No puede ser que no se exigieran boletas de garantía a fundaciones a las que se traspasaban recursos estatales, muchas de ellas creadas poco antes de recibir cuantiosas sumas de dinero. Tampoco que muchas de ellas no tuvieran el giro para el cual estaban siendo contratadas, ni que militantes de un mismo partido ocuparan puestos que deben actuar como contrapesos para controlarse unos a otros. Cuesta entender que el Consejo de Auditoría Interna General del Gobierno no haya sesionado en un año y medio, y que, además resolviera no reportar las transferencias que se hacían a terceros.

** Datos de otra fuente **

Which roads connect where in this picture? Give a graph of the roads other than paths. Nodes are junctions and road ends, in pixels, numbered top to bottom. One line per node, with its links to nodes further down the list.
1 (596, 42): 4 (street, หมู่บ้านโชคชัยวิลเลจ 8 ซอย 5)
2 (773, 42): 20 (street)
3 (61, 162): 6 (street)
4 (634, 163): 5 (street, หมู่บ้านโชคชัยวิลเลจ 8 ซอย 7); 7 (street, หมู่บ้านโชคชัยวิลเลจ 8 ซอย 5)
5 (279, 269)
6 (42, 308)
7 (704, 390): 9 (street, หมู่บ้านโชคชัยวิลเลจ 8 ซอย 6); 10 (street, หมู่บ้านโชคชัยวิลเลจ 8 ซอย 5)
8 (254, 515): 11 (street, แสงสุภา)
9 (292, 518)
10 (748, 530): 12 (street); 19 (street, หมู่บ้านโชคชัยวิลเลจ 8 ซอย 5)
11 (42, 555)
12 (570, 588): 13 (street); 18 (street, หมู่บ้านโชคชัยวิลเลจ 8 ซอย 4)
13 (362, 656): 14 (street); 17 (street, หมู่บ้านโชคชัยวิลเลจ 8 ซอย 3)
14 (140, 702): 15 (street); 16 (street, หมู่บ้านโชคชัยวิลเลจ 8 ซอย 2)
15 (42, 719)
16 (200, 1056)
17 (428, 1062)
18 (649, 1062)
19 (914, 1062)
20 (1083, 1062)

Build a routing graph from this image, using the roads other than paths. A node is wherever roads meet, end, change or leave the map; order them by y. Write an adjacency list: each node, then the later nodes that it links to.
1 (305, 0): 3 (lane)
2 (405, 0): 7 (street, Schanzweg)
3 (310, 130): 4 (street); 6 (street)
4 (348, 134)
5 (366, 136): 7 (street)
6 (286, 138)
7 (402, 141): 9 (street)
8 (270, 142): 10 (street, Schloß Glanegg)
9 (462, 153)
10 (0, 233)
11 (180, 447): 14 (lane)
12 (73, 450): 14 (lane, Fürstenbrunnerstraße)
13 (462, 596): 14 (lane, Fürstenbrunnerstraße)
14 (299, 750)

Por mucho tiempo nos autoconvencimos de que éramos una excepción en América Latina, inmunes a la corrupción que veíamos enquistada en nuestro vecindario. Sucesivos escándalos en los últimos 20 años se han encargado de demostrarnos que no es así y que esta convive con nosotros desde hace mucho.

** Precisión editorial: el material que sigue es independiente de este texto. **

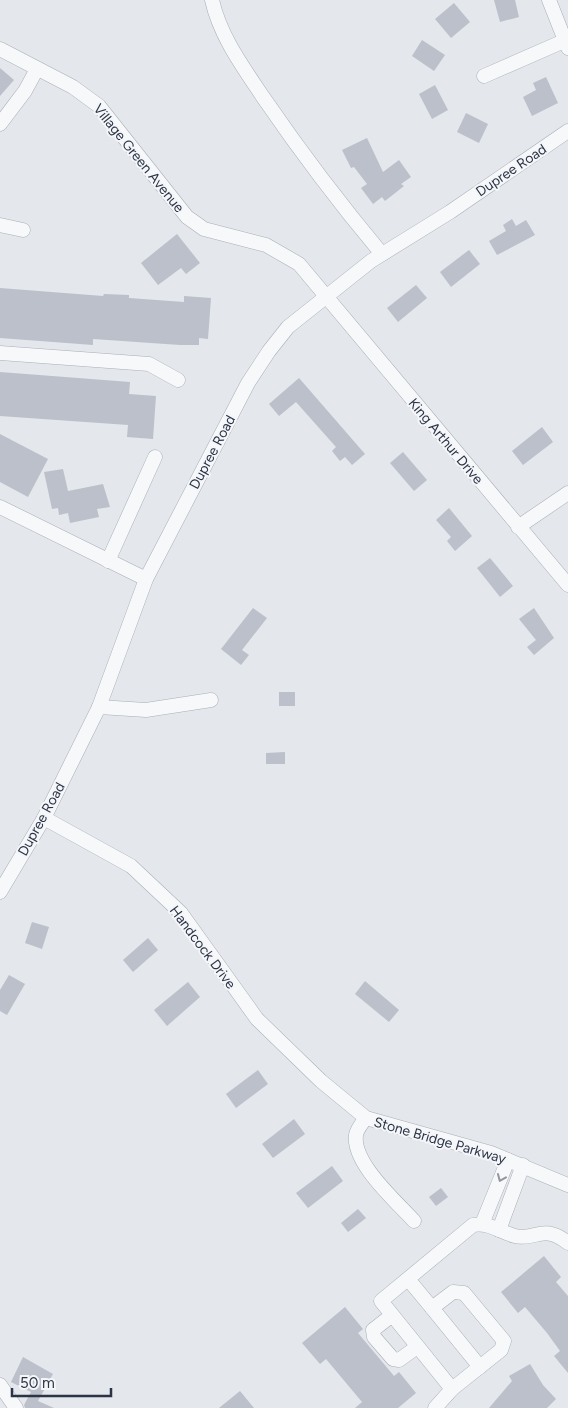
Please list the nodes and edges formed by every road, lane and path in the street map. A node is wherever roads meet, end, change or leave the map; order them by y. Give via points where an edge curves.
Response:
1 (212, 0) edge
2 (549, 0) edge
3 (566, 45) edge
4 (0, 49) edge
5 (37, 69) junction
6 (484, 76) dead end
7 (0, 124) edge
8 (568, 131) edge
9 (0, 225) edge
10 (23, 230) dead end
11 (382, 254) junction
12 (326, 296) junction
13 (0, 353) edge
14 (178, 380) dead end
15 (155, 457) dead end
16 (568, 493) edge
17 (0, 507) edge
18 (518, 527) junction
19 (108, 560) junction
20 (146, 579) junction
21 (568, 585) edge
22 (211, 700) dead end
23 (99, 707) junction
24 (44, 818) junction
25 (0, 892) edge
26 (321, 1081) joint
27 (366, 1118) junction
28 (508, 1160) junction
29 (523, 1165) junction
30 (568, 1185) edge
31 (414, 1221) dead end
32 (482, 1224) junction
33 (499, 1230) junction
34 (568, 1243) edge
35 (408, 1279) junction
36 (432, 1308) junction
37 (391, 1316) junction
38 (417, 1346) junction
39 (480, 1367) junction
40 (0, 1385) edge
41 (452, 1389) junction
42 (16, 1408) edge
43 (435, 1408) edge

1 - 11 street via 216,18 239,61 287,132
2 - 3 street
3 - 6 street
4 - 5 street, Village Green Avenue
5 - 7 street
5 - 12 street, Village Green Avenue via 73,87 99,106 187,216 204,229 266,245 299,264
8 - 11 street, Dupree Road
9 - 10 street
11 - 12 street, Dupree Road
12 - 18 street, King Arthur Drive
12 - 20 street, Dupree Road via 288,327 248,383
13 - 14 street via 149,364
15 - 19 street
16 - 18 street
17 - 19 street
18 - 21 street, King Arthur Drive
19 - 20 street
20 - 23 street, Dupree Road
22 - 23 street via 146,710
23 - 24 street, Dupree Road
24 - 25 street, Dupree Road
24 - 26 street, Handcock Drive via 131,866 181,913 257,1019
26 - 27 street, Stone Bridge Parkway
27 - 28 street, Stone Bridge Parkway
27 - 31 street via 356,1132 356,1144 364,1165
28 - 29 street, Stone Bridge Parkway
28 -> 32 street
29 - 30 street, Stone Bridge Parkway
29 - 33 street
32 - 33 street
32 - 35 street via 473,1225
33 - 34 street via 517,1236 550,1233
35 - 36 street
35 - 37 street via 381,1301
36 - 39 street
36 - 39 street via 453,1292 464,1293 504,1341 501,1350
37 - 38 street
37 - 38 street via 373,1330 374,1337 386,1352 399,1360
38 - 41 street
39 - 41 street
40 - 42 street
41 - 43 street

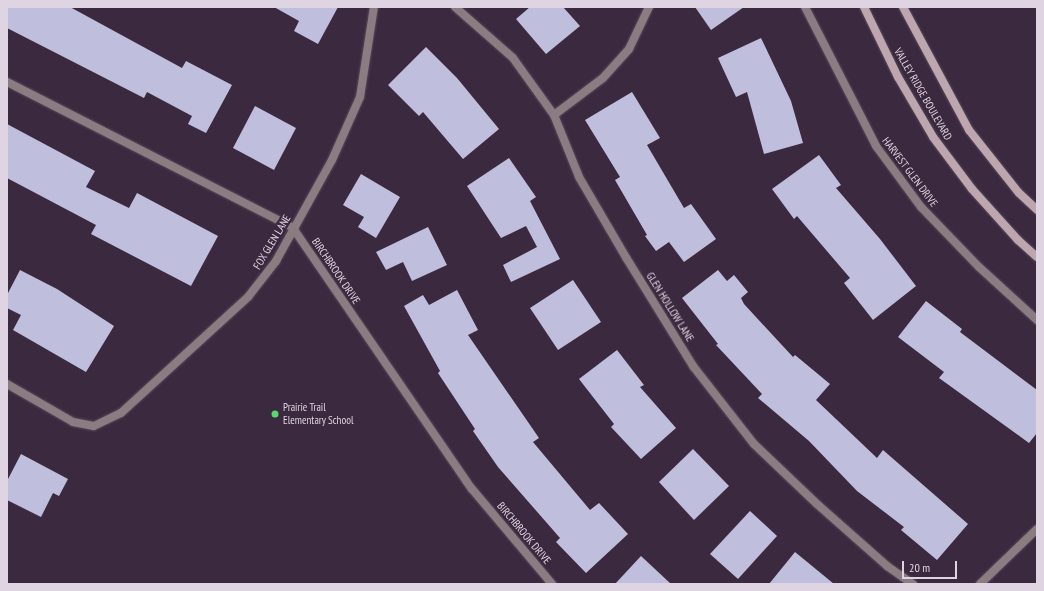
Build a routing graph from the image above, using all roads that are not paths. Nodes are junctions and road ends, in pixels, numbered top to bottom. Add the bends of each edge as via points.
1 (374, 7) edge
2 (455, 7) edge
3 (649, 7) edge
4 (806, 7) edge
5 (864, 7) edge
6 (903, 7) edge
7 (7, 82) edge
8 (554, 115) junction
9 (1037, 210) edge
10 (293, 228) junction
11 (1037, 257) edge
12 (1037, 320) edge
13 (7, 384) edge
14 (1037, 529) edge
15 (552, 584) edge
16 (913, 584) edge
17 (980, 584) edge

1 - 10 street, FOX GLEN LANE via 360,97 332,160
2 - 8 street, GLEN HOLLOW LANE via 513,58
3 - 8 street via 629,49 603,78
4 - 12 street, HARVEST GLEN DRIVE via 876,146 921,207
5 - 11 main road, VALLEY RIDGE BOULEVARD via 898,77 933,136 972,189
6 - 9 main road, VALLEY RIDGE BOULEVARD via 968,130 1019,193
7 - 10 street, BIRCHBROOK DRIVE
8 - 16 street, GLEN HOLLOW LANE via 579,176 693,366 754,444 887,566
10 - 13 street, FOX GLEN LANE via 276,261 248,297 120,413 94,426 73,422
10 - 15 street, BIRCHBROOK DRIVE via 472,489
14 - 17 street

En esto no hay que ser ingenuos. La corrupción siempre busca la manera de poder infiltrarse y expandirse, para lo cual solo requiere de gente dispuesta a transar sus valores y privilegiar el beneficio propio. Instituciones públicas, grandes empresas, compañías familiares, partidos políticos y financieras, entre otros, fueron cayendo bajo su influjo. Con cada nuevo escándalo que se destapaba se formaron comisiones y se implementaron normativas para frenar esta plaga. Pero, igual que un virus, la corrupción siempre detecta nuevos espacios por donde colarse y crecer. Y en esta ocasión fueron las fundaciones.

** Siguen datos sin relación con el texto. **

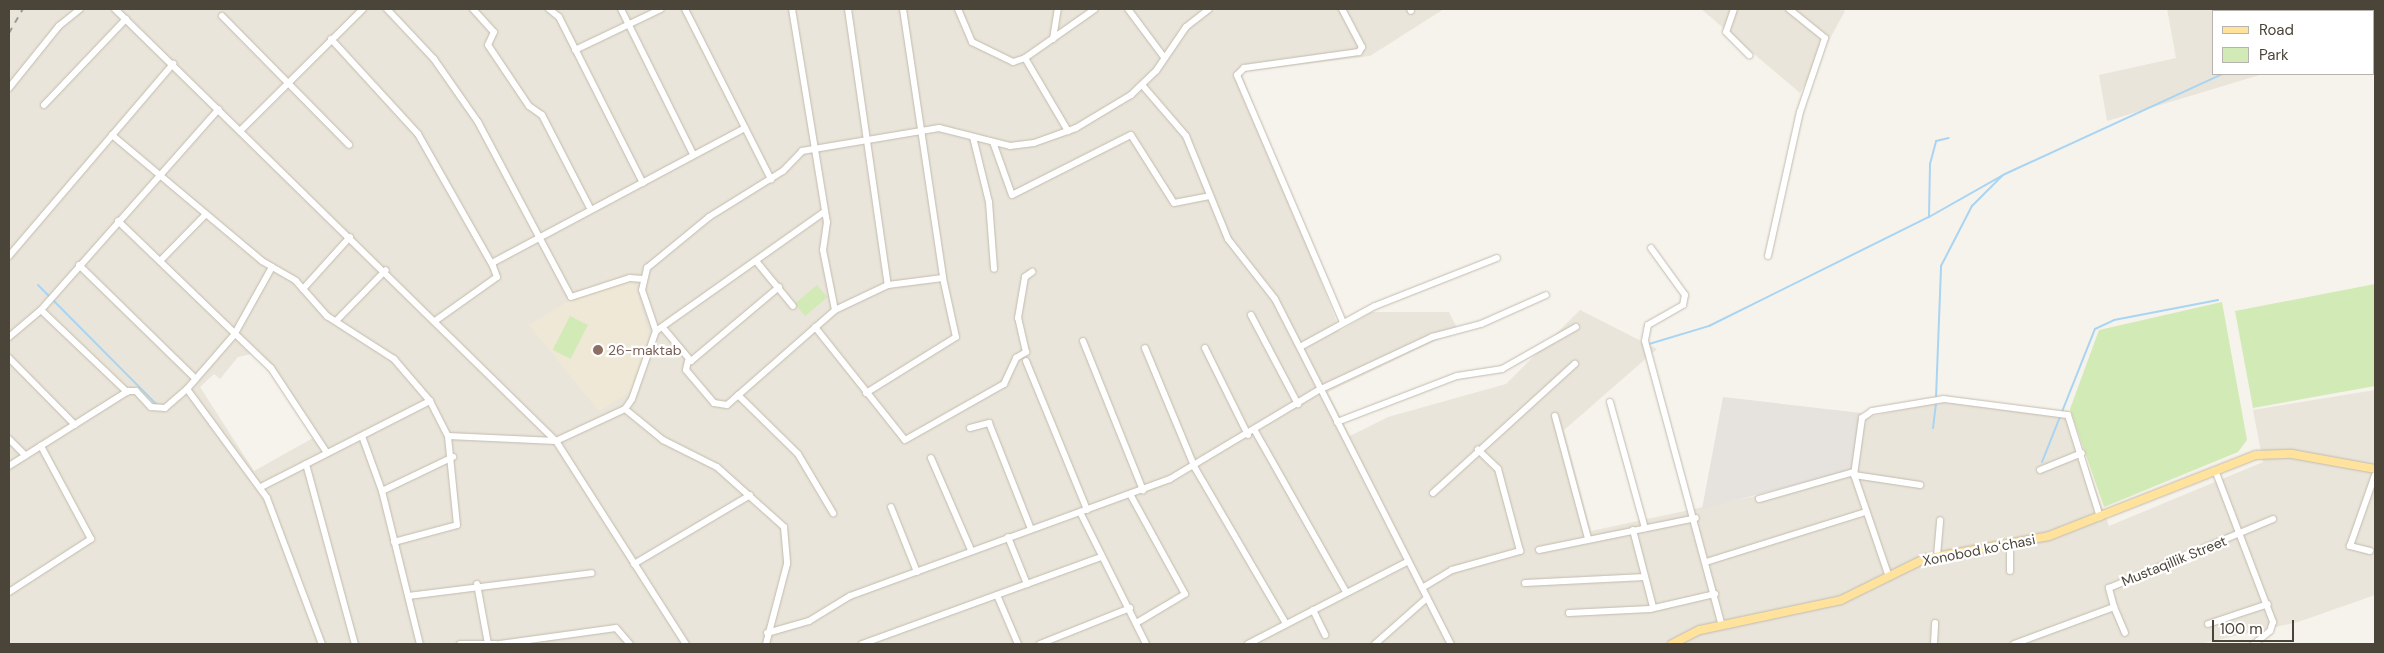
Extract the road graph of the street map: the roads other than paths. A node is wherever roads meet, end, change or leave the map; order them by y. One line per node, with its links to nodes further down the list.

A medida que las investigaciones de la Fiscalía se multiplican en distintas regiones y se comienza a poner en duda la capacidad de los gobiernos regionales para resguardar el buen uso de los recursos públicos, la Contraloría General de la República ha propuesto una serie de medidas de aplicación inmediata y en el mediano y largo plazo para cerrar las fisuras en los traspasos a entidad privadas. También la comisión sobre probidad mandatada por el Ejecutivo entregará pronto sus recomendaciones.

Materializarlas será un buen inicio para contener la propagación de este mal antes de que los chilenos comiencen tristemente a normalizar su presencia, como sucede en otros países. Partamos por cambiar el guion: no somos un oasis de probidad en el continente, la corrupción existe en Chile, nadie es inmune, por lo que es necesario que hablemos más de ella y es rol de todos nosotros -derecha e izquierda, gobierno y oposición, sector público y privado- frenarla cuando aún no es demasiado tarde, porque aquí ningún sector tiene una superioridad moral sobre el otro: escándalos hemos conocido de lado y lado.

Lo importante es que sigamos creyendo, 1.500 años después, que lo incorrecto sigue siendo incorrecto, aunque todos lo hagan.